>>>>>

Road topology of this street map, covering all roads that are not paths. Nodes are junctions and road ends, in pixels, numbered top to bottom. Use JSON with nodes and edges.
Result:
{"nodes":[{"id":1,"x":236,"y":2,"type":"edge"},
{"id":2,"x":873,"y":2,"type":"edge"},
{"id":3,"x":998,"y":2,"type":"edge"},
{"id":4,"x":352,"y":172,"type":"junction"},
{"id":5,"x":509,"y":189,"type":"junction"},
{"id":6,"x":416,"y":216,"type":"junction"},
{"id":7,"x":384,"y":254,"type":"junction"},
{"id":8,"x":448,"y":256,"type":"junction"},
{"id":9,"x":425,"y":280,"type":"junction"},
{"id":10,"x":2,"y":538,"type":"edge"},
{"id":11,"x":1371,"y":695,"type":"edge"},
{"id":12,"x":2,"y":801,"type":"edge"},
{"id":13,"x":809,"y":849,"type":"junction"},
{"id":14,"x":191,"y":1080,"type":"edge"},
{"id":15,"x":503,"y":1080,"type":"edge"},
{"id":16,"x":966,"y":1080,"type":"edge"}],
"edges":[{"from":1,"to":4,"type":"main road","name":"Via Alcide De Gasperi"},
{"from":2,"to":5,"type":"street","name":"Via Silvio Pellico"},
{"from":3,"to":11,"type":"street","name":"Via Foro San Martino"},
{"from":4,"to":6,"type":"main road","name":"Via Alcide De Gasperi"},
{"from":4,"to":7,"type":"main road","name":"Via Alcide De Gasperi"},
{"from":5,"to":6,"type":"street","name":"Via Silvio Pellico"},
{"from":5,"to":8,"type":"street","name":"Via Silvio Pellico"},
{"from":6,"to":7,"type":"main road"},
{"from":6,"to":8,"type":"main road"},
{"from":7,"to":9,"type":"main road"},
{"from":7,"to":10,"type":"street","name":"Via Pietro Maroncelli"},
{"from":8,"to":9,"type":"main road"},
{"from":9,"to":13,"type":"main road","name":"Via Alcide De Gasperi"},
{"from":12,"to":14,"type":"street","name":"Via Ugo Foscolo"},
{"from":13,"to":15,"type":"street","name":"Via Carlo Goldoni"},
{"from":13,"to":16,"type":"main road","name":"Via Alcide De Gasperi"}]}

<<<<<

The full listing must be retyped precisely, with no line left out.

The answer »
Road topology of this street map, covering all roads that are not paths. Nodes are junctions and road ends, in pixels, numbered top to bottom. Use JSON with nodes and edges.
Result:
{"nodes":[{"id":1,"x":236,"y":2,"type":"edge"},
{"id":2,"x":873,"y":2,"type":"edge"},
{"id":3,"x":998,"y":2,"type":"edge"},
{"id":4,"x":352,"y":172,"type":"junction"},
{"id":5,"x":509,"y":189,"type":"junction"},
{"id":6,"x":416,"y":216,"type":"junction"},
{"id":7,"x":384,"y":254,"type":"junction"},
{"id":8,"x":448,"y":256,"type":"junction"},
{"id":9,"x":425,"y":280,"type":"junction"},
{"id":10,"x":2,"y":538,"type":"edge"},
{"id":11,"x":1371,"y":695,"type":"edge"},
{"id":12,"x":2,"y":801,"type":"edge"},
{"id":13,"x":809,"y":849,"type":"junction"},
{"id":14,"x":191,"y":1080,"type":"edge"},
{"id":15,"x":503,"y":1080,"type":"edge"},
{"id":16,"x":966,"y":1080,"type":"edge"}],
"edges":[{"from":1,"to":4,"type":"main road","name":"Via Alcide De Gasperi"},
{"from":2,"to":5,"type":"street","name":"Via Silvio Pellico"},
{"from":3,"to":11,"type":"street","name":"Via Foro San Martino"},
{"from":4,"to":6,"type":"main road","name":"Via Alcide De Gasperi"},
{"from":4,"to":7,"type":"main road","name":"Via Alcide De Gasperi"},
{"from":5,"to":6,"type":"street","name":"Via Silvio Pellico"},
{"from":5,"to":8,"type":"street","name":"Via Silvio Pellico"},
{"from":6,"to":7,"type":"main road"},
{"from":6,"to":8,"type":"main road"},
{"from":7,"to":9,"type":"main road"},
{"from":7,"to":10,"type":"street","name":"Via Pietro Maroncelli"},
{"from":8,"to":9,"type":"main road"},
{"from":9,"to":13,"type":"main road","name":"Via Alcide De Gasperi"},
{"from":12,"to":14,"type":"street","name":"Via Ugo Foscolo"},
{"from":13,"to":15,"type":"street","name":"Via Carlo Goldoni"},
{"from":13,"to":16,"type":"main road","name":"Via Alcide De Gasperi"}]}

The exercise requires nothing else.